START Available records
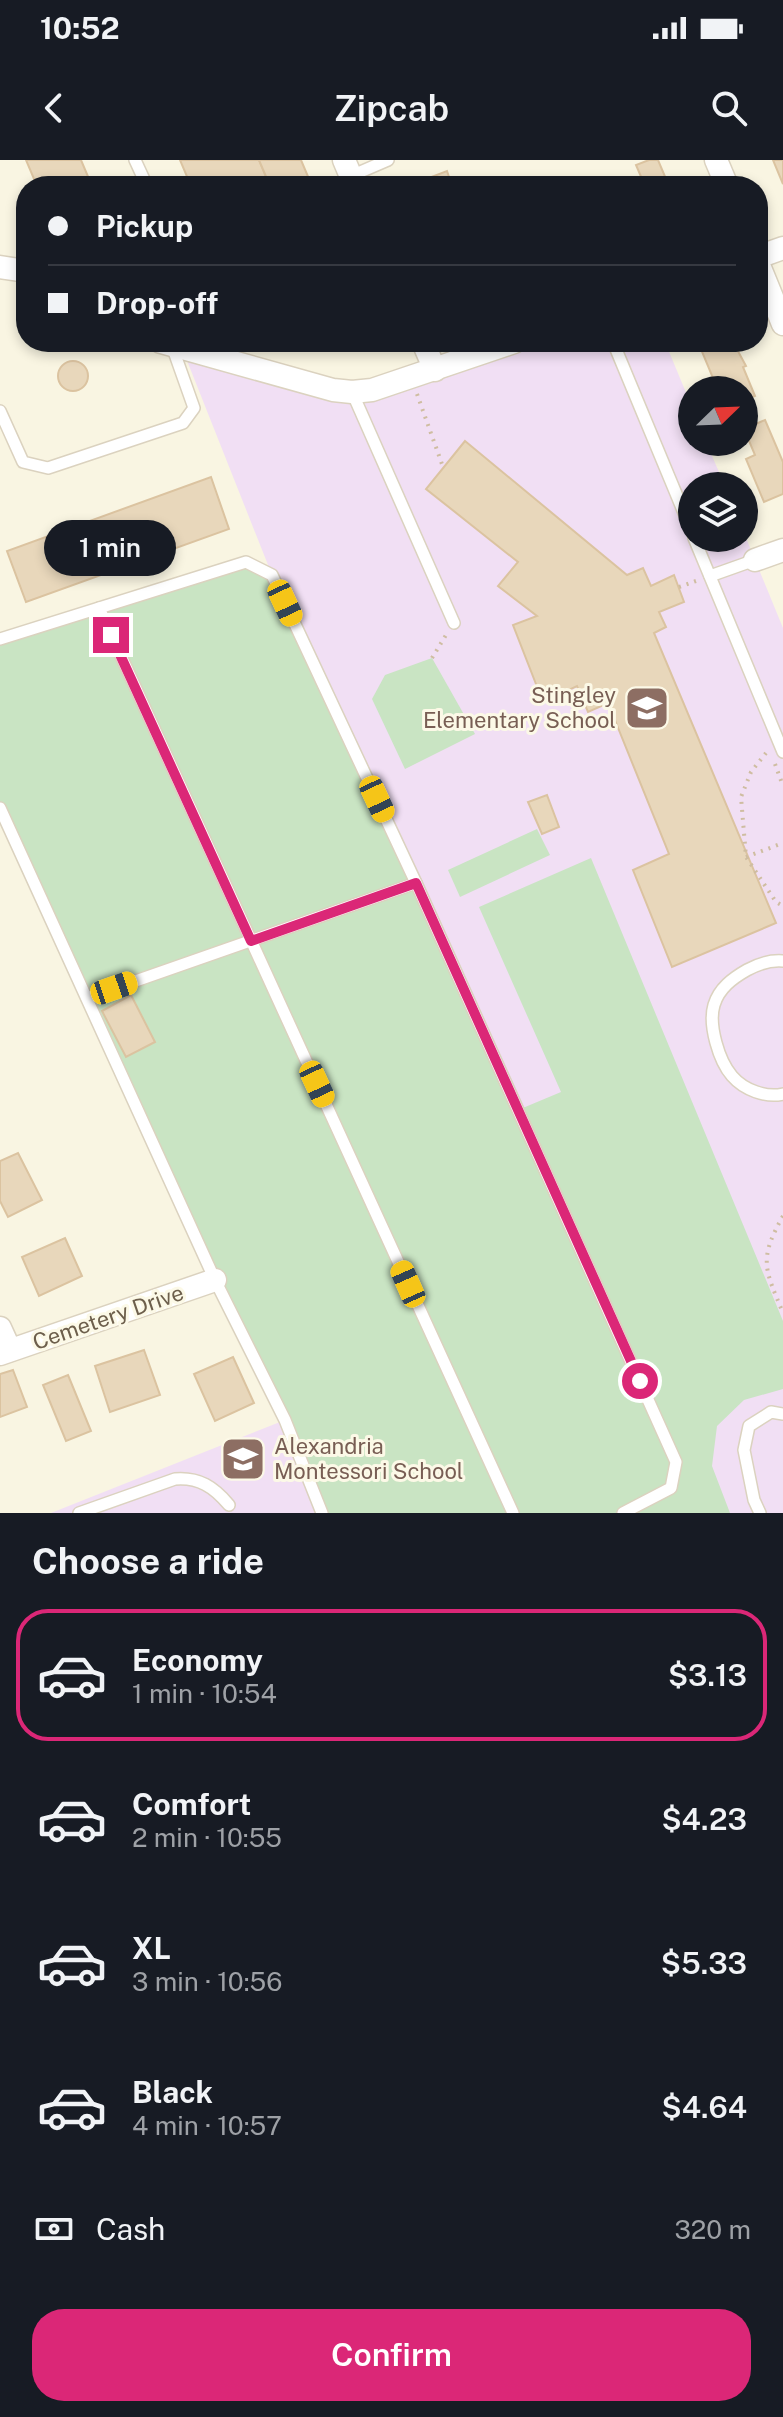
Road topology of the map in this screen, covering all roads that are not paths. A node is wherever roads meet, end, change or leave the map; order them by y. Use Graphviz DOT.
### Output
graph roads {
  1 [pos="388,160"];
  2 [pos="350,174"];
  3 [pos="768,286"];
  4 [pos="783,324"];
  5 [pos="170,352"];
  6 [pos="216,352"];
  7 [pos="427,352"];
  8 [pos="486,352"];
  9 [pos="617,352"];
  10 [pos="435,370"];
  11 [pos="352,392"];
  12 [pos="0,411"];
  13 [pos="678,498"];
  14 [pos="783,550"];
  15 [pos="700,552"];
  16 [pos="755,560"];
  17 [pos="710,576"];
  18 [pos="99,608"];
  19 [pos="454,623"];
  20 [pos="0,639"];
  21 [pos="783,752"];
  22 [pos="0,808"];
  23 [pos="416,883"];
  24 [pos="251,941"];
  25 [pos="783,961"];
  26 [pos="87,998"];
  27 [pos="783,1094"];
  28 [pos="215,1280"];
  29 [pos="0,1328"];
  30 [pos="5,1352"];
  31 [pos="783,1414"];
  32 [pos="229,1505"];
  33 [pos="79,1513"];
  34 [pos="322,1513"];
  35 [pos="513,1513"];
  36 [pos="623,1513"];
  37 [pos="760,1513"];
  1 -- 2 [label="lane"];
  3 -- 4 [label="street"];
  5 -- 12 [label="lane"];
  6 -- 11 [label="street"];
  7 -- 10 [label="street"];
  8 -- 10 [label="street"];
  9 -- 13 [label="lane"];
  10 -- 11 [label="street"];
  11 -- 19 [label="lane"];
  14 -- 16 [label="street"];
  15 -- 17 [label="lane"];
  16 -- 17 [label="lane"];
  17 -- 21 [label="lane"];
  18 -- 20 [label="lane"];
  18 -- 23 [label="lane"];
  18 -- 24 [label="lane"];
  22 -- 26 [label="lane"];
  23 -- 24 [label="lane"];
  23 -- 36 [label="lane"];
  24 -- 26 [label="lane"];
  24 -- 35 [label="lane"];
  25 -- 27 [label="lane"];
  26 -- 28 [label="lane"];
  28 -- 30 [label="street, Cemetery Drive"];
  28 -- 34 [label="lane"];
  29 -- 30 [label="street"];
  31 -- 37 [label="lane"];
  32 -- 33 [label="lane"];
}
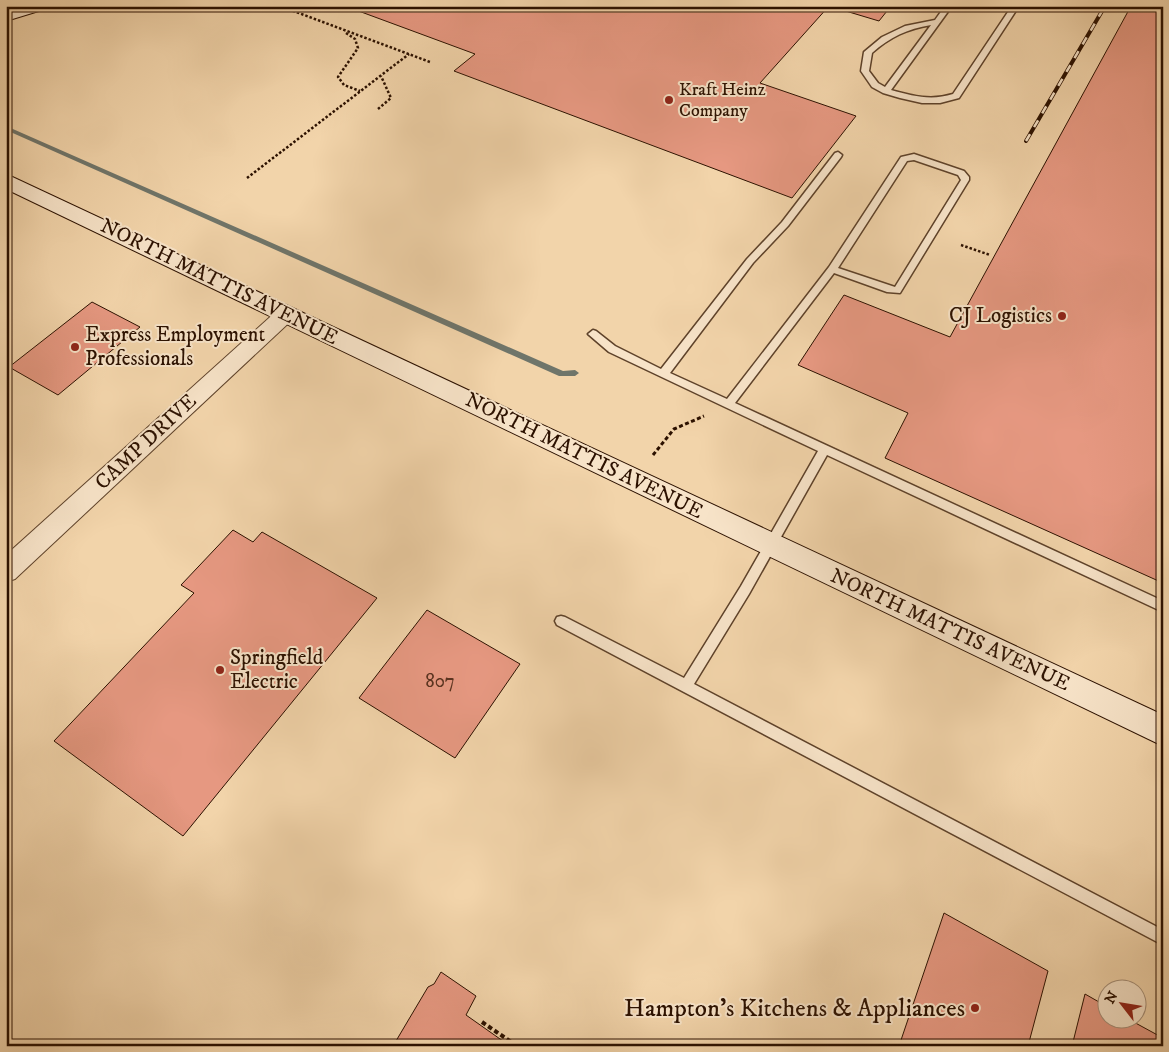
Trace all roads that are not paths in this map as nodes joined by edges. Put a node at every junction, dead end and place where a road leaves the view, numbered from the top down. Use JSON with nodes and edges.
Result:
{"nodes":[{"id":1,"x":13,"y":6,"type":"edge"},
{"id":2,"x":36,"y":6,"type":"edge"},
{"id":3,"x":949,"y":6,"type":"edge"},
{"id":4,"x":1016,"y":6,"type":"edge"},
{"id":5,"x":6,"y":15,"type":"edge"},
{"id":6,"x":937,"y":22,"type":"junction"},
{"id":7,"x":886,"y":91,"type":"junction"},
{"id":8,"x":838,"y":155,"type":"dead end"},
{"id":9,"x":6,"y":181,"type":"edge"},
{"id":10,"x":832,"y":269,"type":"junction"},
{"id":11,"x":286,"y":314,"type":"junction"},
{"id":12,"x":594,"y":334,"type":"dead end"},
{"id":13,"x":663,"y":374,"type":"junction"},
{"id":14,"x":729,"y":404,"type":"junction"},
{"id":15,"x":825,"y":450,"type":"junction"},
{"id":16,"x":770,"y":545,"type":"junction"},
{"id":17,"x":6,"y":571,"type":"edge"},
{"id":18,"x":1163,"y":607,"type":"edge"},
{"id":19,"x":561,"y":620,"type":"dead end"},
{"id":20,"x":686,"y":686,"type":"junction"},
{"id":21,"x":1163,"y":731,"type":"edge"},
{"id":22,"x":1163,"y":938,"type":"edge"}],
"edges":[{"from":1,"to":5,"type":"main road"},
{"from":2,"to":5,"type":"main road"},
{"from":3,"to":6,"type":"lane"},
{"from":4,"to":7,"type":"lane"},
{"from":6,"to":7,"type":"lane"},
{"from":6,"to":7,"type":"lane"},
{"from":8,"to":13,"type":"lane"},
{"from":9,"to":11,"type":"main road","name":"NORTH MATTIS AVENUE"},
{"from":10,"to":10,"type":"lane"},
{"from":10,"to":14,"type":"lane"},
{"from":11,"to":16,"type":"main road","name":"NORTH MATTIS AVENUE"},
{"from":11,"to":17,"type":"street","name":"CAMP DRIVE"},
{"from":12,"to":13,"type":"lane"},
{"from":13,"to":14,"type":"lane"},
{"from":14,"to":15,"type":"lane"},
{"from":15,"to":16,"type":"lane"},
{"from":15,"to":18,"type":"lane"},
{"from":16,"to":20,"type":"lane"},
{"from":16,"to":21,"type":"main road","name":"NORTH MATTIS AVENUE"},
{"from":19,"to":20,"type":"lane"},
{"from":20,"to":22,"type":"lane"}]}
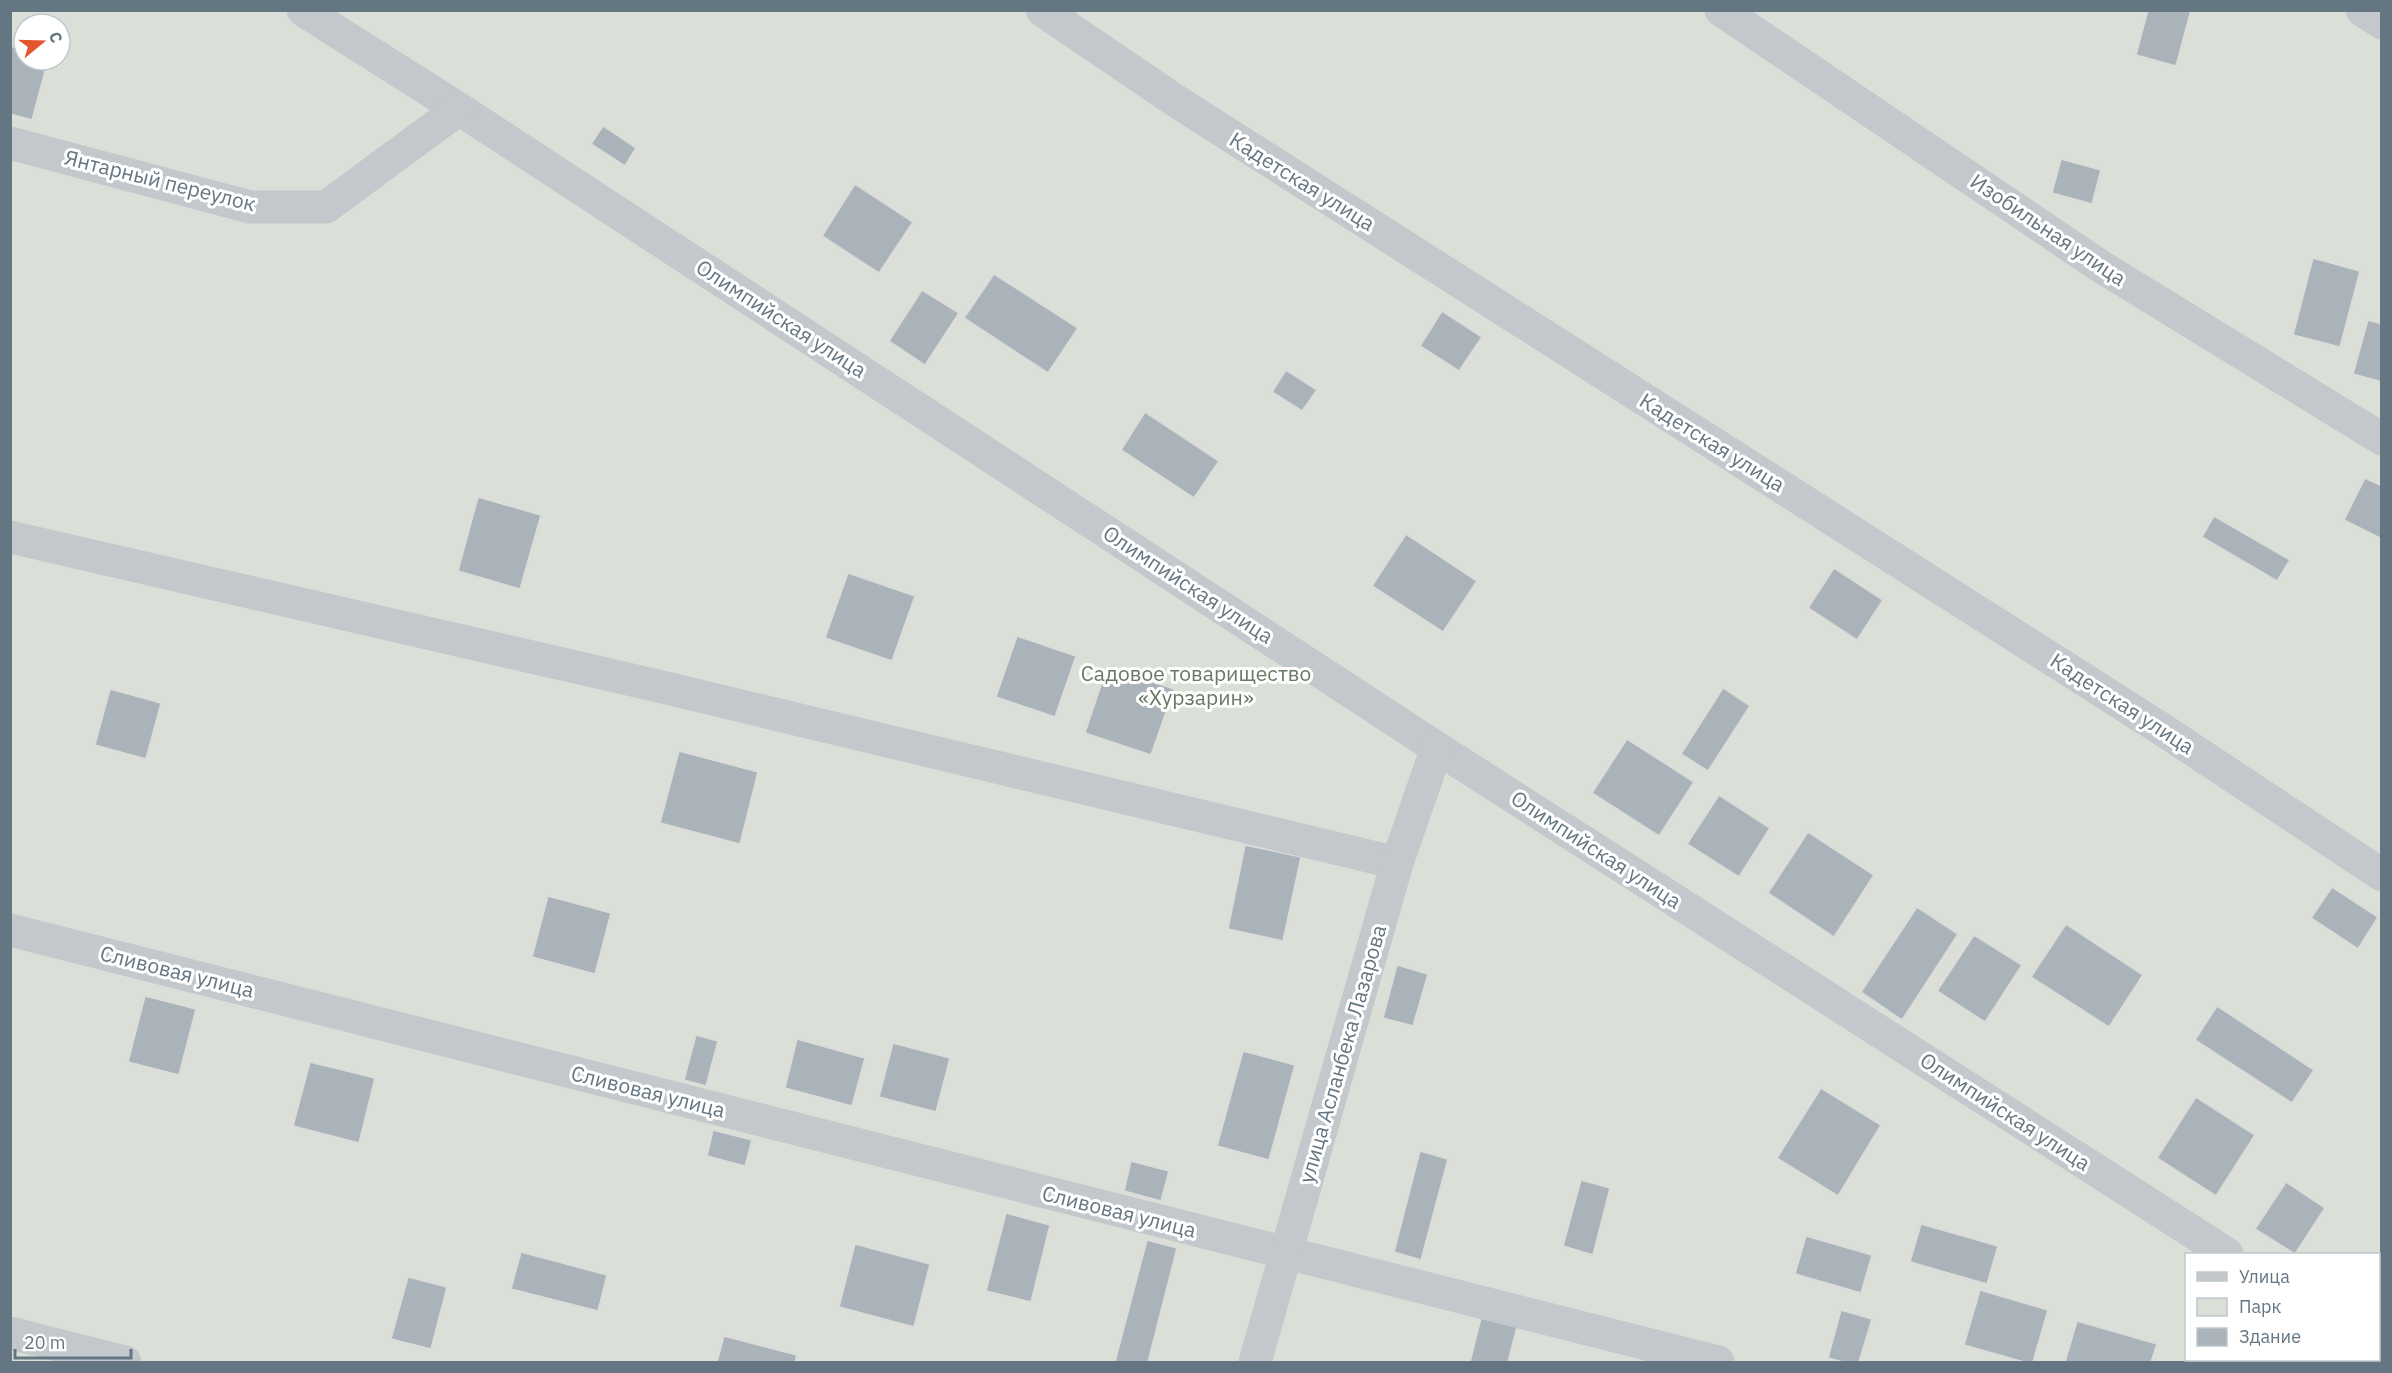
END Available records
▶ Work task
The output should consist of the records above, reproduced exactly, without pictures.

▶ Output below
Road topology of the map in this screen, covering all roads that are not paths. A node is wherever roads meet, end, change or leave the map; order them by y. Use Graphviz DOT.
### Output
graph roads {
  1 [pos="388,160"];
  2 [pos="350,174"];
  3 [pos="768,286"];
  4 [pos="783,324"];
  5 [pos="170,352"];
  6 [pos="216,352"];
  7 [pos="427,352"];
  8 [pos="486,352"];
  9 [pos="617,352"];
  10 [pos="435,370"];
  11 [pos="352,392"];
  12 [pos="0,411"];
  13 [pos="678,498"];
  14 [pos="783,550"];
  15 [pos="700,552"];
  16 [pos="755,560"];
  17 [pos="710,576"];
  18 [pos="99,608"];
  19 [pos="454,623"];
  20 [pos="0,639"];
  21 [pos="783,752"];
  22 [pos="0,808"];
  23 [pos="416,883"];
  24 [pos="251,941"];
  25 [pos="783,961"];
  26 [pos="87,998"];
  27 [pos="783,1094"];
  28 [pos="215,1280"];
  29 [pos="0,1328"];
  30 [pos="5,1352"];
  31 [pos="783,1414"];
  32 [pos="229,1505"];
  33 [pos="79,1513"];
  34 [pos="322,1513"];
  35 [pos="513,1513"];
  36 [pos="623,1513"];
  37 [pos="760,1513"];
  1 -- 2 [label="lane"];
  3 -- 4 [label="street"];
  5 -- 12 [label="lane"];
  6 -- 11 [label="street"];
  7 -- 10 [label="street"];
  8 -- 10 [label="street"];
  9 -- 13 [label="lane"];
  10 -- 11 [label="street"];
  11 -- 19 [label="lane"];
  14 -- 16 [label="street"];
  15 -- 17 [label="lane"];
  16 -- 17 [label="lane"];
  17 -- 21 [label="lane"];
  18 -- 20 [label="lane"];
  18 -- 23 [label="lane"];
  18 -- 24 [label="lane"];
  22 -- 26 [label="lane"];
  23 -- 24 [label="lane"];
  23 -- 36 [label="lane"];
  24 -- 26 [label="lane"];
  24 -- 35 [label="lane"];
  25 -- 27 [label="lane"];
  26 -- 28 [label="lane"];
  28 -- 30 [label="street, Cemetery Drive"];
  28 -- 34 [label="lane"];
  29 -- 30 [label="street"];
  31 -- 37 [label="lane"];
  32 -- 33 [label="lane"];
}
Trace all roads that are not paths in this map as nodes joined by edges. Put a node at every junction, dead end and place where a road leaves the view, numbered from the top down. Use JSON with nodes and edges.
Result:
{"nodes":[{"id":1,"x":13,"y":6,"type":"edge"},
{"id":2,"x":36,"y":6,"type":"edge"},
{"id":3,"x":949,"y":6,"type":"edge"},
{"id":4,"x":1016,"y":6,"type":"edge"},
{"id":5,"x":6,"y":15,"type":"edge"},
{"id":6,"x":937,"y":22,"type":"junction"},
{"id":7,"x":886,"y":91,"type":"junction"},
{"id":8,"x":838,"y":155,"type":"dead end"},
{"id":9,"x":6,"y":181,"type":"edge"},
{"id":10,"x":832,"y":269,"type":"junction"},
{"id":11,"x":286,"y":314,"type":"junction"},
{"id":12,"x":594,"y":334,"type":"dead end"},
{"id":13,"x":663,"y":374,"type":"junction"},
{"id":14,"x":729,"y":404,"type":"junction"},
{"id":15,"x":825,"y":450,"type":"junction"},
{"id":16,"x":770,"y":545,"type":"junction"},
{"id":17,"x":6,"y":571,"type":"edge"},
{"id":18,"x":1163,"y":607,"type":"edge"},
{"id":19,"x":561,"y":620,"type":"dead end"},
{"id":20,"x":686,"y":686,"type":"junction"},
{"id":21,"x":1163,"y":731,"type":"edge"},
{"id":22,"x":1163,"y":938,"type":"edge"}],
"edges":[{"from":1,"to":5,"type":"main road"},
{"from":2,"to":5,"type":"main road"},
{"from":3,"to":6,"type":"lane"},
{"from":4,"to":7,"type":"lane"},
{"from":6,"to":7,"type":"lane"},
{"from":6,"to":7,"type":"lane"},
{"from":8,"to":13,"type":"lane"},
{"from":9,"to":11,"type":"main road","name":"NORTH MATTIS AVENUE"},
{"from":10,"to":10,"type":"lane"},
{"from":10,"to":14,"type":"lane"},
{"from":11,"to":16,"type":"main road","name":"NORTH MATTIS AVENUE"},
{"from":11,"to":17,"type":"street","name":"CAMP DRIVE"},
{"from":12,"to":13,"type":"lane"},
{"from":13,"to":14,"type":"lane"},
{"from":14,"to":15,"type":"lane"},
{"from":15,"to":16,"type":"lane"},
{"from":15,"to":18,"type":"lane"},
{"from":16,"to":20,"type":"lane"},
{"from":16,"to":21,"type":"main road","name":"NORTH MATTIS AVENUE"},
{"from":19,"to":20,"type":"lane"},
{"from":20,"to":22,"type":"lane"}]}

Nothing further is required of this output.